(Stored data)
=== Section Start ===

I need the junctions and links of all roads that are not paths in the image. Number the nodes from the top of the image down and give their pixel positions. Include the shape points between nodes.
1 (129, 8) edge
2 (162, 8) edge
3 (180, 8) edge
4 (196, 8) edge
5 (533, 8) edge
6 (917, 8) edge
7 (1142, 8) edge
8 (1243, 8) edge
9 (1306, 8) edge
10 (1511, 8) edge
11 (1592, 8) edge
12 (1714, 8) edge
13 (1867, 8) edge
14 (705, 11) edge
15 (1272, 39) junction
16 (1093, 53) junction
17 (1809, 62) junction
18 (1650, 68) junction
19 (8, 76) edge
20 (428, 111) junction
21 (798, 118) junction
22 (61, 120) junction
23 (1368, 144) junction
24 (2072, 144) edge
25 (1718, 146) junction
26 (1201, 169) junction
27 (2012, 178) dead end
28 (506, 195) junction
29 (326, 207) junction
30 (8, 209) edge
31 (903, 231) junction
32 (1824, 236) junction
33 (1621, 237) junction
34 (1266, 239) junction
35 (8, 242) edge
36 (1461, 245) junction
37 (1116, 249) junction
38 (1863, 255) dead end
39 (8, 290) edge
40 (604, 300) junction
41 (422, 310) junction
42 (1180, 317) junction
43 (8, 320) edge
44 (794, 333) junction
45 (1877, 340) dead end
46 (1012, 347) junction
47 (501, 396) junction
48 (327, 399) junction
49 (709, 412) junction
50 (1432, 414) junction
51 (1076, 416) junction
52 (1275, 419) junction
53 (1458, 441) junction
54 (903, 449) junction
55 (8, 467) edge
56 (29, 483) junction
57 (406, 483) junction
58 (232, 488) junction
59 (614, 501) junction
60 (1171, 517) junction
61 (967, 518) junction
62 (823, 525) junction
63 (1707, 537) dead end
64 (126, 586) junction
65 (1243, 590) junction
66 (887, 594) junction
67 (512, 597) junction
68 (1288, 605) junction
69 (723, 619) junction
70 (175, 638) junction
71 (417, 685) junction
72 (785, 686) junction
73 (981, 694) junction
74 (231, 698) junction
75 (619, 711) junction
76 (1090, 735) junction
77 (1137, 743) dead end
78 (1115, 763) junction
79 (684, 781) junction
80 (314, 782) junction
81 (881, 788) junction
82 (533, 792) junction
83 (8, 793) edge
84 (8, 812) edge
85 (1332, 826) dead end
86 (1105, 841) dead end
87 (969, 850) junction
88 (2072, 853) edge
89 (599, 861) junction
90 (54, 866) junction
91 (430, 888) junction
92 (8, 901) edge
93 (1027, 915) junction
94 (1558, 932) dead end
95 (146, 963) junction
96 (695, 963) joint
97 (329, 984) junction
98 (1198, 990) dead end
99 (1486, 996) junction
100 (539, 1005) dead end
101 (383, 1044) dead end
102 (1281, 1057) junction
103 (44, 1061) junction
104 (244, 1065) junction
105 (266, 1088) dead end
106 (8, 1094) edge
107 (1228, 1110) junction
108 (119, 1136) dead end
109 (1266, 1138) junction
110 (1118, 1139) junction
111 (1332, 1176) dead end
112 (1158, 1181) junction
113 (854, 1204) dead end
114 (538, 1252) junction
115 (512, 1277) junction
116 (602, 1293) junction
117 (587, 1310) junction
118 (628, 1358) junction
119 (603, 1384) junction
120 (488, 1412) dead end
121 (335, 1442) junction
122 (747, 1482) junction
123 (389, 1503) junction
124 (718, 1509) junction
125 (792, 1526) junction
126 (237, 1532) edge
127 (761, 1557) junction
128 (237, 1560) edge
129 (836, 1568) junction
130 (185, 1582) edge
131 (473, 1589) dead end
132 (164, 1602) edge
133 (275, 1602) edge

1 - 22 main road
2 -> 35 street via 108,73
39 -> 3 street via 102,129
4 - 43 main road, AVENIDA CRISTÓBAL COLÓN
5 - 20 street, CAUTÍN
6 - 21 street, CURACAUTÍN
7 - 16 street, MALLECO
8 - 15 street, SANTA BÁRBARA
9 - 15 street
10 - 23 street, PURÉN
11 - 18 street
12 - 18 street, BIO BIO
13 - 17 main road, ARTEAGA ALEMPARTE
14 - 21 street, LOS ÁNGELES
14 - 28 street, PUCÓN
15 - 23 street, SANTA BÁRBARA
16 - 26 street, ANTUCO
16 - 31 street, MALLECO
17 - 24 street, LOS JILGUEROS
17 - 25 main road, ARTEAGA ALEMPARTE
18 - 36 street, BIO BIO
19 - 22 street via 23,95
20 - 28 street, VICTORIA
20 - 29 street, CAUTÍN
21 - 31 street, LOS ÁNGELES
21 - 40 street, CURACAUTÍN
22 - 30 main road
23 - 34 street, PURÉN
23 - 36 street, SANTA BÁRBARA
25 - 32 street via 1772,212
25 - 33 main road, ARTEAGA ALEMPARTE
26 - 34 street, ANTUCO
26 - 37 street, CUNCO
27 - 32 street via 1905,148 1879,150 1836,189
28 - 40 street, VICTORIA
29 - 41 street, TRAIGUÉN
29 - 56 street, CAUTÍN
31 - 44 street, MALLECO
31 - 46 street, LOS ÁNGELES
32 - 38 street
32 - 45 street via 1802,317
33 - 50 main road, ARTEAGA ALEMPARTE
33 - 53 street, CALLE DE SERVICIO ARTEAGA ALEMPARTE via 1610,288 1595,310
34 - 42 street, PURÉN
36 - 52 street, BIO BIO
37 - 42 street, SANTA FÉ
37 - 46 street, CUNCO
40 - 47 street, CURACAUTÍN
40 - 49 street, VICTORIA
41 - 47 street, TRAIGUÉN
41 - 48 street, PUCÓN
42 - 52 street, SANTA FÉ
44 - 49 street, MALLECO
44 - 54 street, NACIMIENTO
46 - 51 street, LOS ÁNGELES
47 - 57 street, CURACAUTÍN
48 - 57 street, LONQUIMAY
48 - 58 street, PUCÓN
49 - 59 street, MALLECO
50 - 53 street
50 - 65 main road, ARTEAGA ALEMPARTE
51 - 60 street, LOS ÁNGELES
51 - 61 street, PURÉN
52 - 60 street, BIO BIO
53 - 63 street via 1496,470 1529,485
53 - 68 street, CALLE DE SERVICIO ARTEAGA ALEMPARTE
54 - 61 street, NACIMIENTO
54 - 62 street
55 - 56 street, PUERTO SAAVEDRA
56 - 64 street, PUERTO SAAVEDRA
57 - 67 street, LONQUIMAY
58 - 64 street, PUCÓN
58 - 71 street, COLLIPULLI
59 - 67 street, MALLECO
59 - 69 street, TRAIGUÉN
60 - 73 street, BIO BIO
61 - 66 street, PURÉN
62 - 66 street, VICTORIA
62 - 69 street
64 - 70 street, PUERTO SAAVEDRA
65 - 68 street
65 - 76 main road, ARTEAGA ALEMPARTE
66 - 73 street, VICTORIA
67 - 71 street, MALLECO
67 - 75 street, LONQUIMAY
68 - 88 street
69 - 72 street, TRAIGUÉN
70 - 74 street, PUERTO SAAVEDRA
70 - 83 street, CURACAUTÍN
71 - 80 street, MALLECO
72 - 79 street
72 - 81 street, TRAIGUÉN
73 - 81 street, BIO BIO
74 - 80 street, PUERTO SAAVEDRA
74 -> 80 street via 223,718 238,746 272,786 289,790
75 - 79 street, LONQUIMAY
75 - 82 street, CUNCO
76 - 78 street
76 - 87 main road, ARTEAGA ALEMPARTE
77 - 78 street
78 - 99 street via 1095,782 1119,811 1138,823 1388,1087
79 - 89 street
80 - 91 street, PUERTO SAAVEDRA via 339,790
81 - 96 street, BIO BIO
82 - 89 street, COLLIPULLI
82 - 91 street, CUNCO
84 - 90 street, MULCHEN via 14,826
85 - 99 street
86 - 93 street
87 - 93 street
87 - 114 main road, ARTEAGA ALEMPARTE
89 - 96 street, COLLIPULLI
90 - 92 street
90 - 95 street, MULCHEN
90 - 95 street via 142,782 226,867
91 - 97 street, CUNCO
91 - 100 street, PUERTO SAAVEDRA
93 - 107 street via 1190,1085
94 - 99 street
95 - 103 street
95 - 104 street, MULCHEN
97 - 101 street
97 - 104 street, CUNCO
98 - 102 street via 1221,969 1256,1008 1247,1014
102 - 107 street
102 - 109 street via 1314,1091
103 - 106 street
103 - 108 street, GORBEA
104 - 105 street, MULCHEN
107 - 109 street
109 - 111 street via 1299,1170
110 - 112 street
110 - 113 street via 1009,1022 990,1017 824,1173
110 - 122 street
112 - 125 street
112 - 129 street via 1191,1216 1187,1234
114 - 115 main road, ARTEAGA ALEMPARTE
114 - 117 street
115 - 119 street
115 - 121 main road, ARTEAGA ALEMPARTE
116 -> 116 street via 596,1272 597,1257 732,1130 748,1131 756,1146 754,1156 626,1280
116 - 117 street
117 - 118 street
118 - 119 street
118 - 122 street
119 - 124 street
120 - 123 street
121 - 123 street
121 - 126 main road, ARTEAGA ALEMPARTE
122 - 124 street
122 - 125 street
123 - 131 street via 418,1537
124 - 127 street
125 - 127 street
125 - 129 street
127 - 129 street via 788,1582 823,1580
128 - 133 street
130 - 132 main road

=== Section End ===

* _EXERCISE_:
Each line above that holds the string "SERVICIO" should be copied and shown.

* _WRITTEN ANSWER_:
33 - 53 street, CALLE DE SERVICIO ARTEAGA ALEMPARTE via 1610,288 1595,310
53 - 68 street, CALLE DE SERVICIO ARTEAGA ALEMPARTE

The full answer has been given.